Task to carry out: The required lines are those that contain "Mitchell"; pull them out of the data and copy them.
Content starts
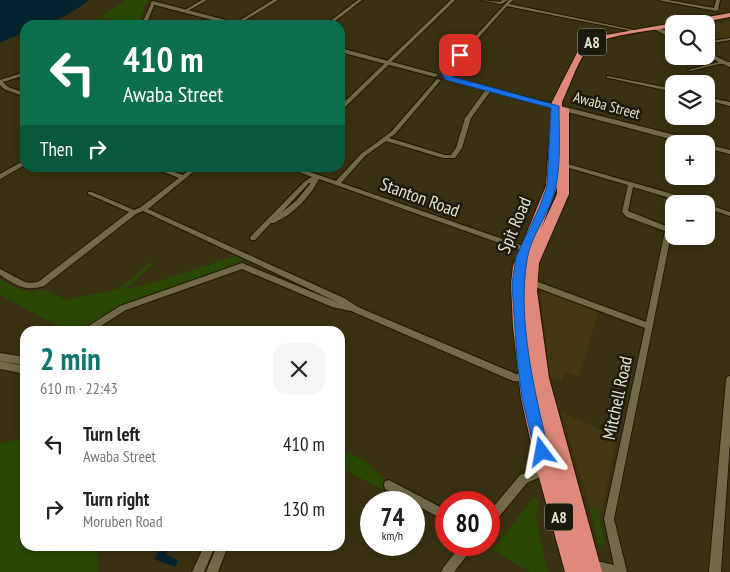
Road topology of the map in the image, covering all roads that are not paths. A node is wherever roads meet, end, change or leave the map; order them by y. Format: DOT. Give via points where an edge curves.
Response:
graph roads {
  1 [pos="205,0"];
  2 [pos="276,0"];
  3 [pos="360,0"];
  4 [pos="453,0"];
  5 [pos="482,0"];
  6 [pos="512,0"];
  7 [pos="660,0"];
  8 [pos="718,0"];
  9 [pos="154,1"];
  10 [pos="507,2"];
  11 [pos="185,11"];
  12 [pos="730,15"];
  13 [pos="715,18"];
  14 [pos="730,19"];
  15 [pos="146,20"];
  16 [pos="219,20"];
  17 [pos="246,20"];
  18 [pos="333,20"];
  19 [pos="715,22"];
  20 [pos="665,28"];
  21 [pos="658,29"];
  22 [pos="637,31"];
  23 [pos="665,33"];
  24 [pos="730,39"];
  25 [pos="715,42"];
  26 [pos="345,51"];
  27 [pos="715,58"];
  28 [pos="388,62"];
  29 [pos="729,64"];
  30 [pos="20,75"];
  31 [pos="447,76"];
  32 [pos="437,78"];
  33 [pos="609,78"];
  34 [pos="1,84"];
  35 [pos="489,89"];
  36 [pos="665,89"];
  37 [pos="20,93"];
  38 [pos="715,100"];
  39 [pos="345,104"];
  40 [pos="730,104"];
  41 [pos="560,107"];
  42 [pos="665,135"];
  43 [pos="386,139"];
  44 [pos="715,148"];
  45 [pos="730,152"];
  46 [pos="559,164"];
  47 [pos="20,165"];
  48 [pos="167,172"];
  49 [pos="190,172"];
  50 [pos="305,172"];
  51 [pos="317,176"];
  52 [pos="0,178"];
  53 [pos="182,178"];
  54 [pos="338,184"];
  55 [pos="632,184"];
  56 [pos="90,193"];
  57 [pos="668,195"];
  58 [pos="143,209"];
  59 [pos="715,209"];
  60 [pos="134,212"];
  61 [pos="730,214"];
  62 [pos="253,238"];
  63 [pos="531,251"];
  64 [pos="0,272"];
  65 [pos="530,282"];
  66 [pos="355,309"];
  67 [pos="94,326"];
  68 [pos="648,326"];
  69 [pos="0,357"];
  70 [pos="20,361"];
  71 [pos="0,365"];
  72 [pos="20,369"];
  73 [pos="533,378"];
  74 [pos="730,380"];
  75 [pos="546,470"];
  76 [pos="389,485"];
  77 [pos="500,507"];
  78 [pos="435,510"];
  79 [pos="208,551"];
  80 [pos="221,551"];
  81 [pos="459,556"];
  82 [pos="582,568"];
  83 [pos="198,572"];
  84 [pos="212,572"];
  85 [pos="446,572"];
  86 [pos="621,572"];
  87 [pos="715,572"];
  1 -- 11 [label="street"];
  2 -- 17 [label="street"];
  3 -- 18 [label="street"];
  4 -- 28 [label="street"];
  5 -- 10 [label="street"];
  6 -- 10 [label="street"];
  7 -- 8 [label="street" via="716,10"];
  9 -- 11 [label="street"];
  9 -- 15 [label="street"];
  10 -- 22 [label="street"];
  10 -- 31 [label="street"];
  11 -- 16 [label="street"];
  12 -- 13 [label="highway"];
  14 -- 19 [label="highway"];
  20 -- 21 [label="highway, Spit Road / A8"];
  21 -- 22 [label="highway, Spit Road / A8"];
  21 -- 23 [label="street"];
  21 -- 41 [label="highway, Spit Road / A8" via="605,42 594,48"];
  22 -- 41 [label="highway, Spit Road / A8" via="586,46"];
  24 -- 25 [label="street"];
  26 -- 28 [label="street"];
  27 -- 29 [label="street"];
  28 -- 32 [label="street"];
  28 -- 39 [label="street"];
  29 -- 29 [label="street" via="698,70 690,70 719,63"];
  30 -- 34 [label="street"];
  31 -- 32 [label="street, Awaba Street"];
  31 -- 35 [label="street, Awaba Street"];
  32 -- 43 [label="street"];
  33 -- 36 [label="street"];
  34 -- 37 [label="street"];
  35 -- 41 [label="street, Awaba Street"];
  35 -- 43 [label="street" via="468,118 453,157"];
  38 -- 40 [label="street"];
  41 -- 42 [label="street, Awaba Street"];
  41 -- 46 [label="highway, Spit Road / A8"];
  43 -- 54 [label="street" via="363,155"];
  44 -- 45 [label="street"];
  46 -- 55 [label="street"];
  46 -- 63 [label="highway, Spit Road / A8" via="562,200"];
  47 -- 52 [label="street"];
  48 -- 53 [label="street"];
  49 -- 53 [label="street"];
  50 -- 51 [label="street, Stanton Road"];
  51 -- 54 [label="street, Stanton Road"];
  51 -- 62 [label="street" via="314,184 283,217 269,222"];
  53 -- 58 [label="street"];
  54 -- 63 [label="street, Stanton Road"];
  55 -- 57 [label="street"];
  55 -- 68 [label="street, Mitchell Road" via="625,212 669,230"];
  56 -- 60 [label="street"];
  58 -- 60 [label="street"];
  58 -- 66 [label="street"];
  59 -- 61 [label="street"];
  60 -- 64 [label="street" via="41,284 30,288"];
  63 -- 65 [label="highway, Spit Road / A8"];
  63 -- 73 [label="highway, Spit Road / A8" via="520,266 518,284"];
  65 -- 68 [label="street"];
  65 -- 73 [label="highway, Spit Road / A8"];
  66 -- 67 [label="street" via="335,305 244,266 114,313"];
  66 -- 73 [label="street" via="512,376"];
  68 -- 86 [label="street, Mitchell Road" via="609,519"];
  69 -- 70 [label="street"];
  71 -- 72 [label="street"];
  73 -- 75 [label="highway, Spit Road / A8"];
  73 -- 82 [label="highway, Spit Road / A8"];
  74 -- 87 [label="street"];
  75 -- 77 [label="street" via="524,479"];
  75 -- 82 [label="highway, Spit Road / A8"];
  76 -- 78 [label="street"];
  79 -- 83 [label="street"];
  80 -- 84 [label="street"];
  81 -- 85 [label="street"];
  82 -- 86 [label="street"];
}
Content ends
Result of this task:
  55 -- 68 [label="street, Mitchell Road" via="625,212 669,230"];
  68 -- 86 [label="street, Mitchell Road" via="609,519"];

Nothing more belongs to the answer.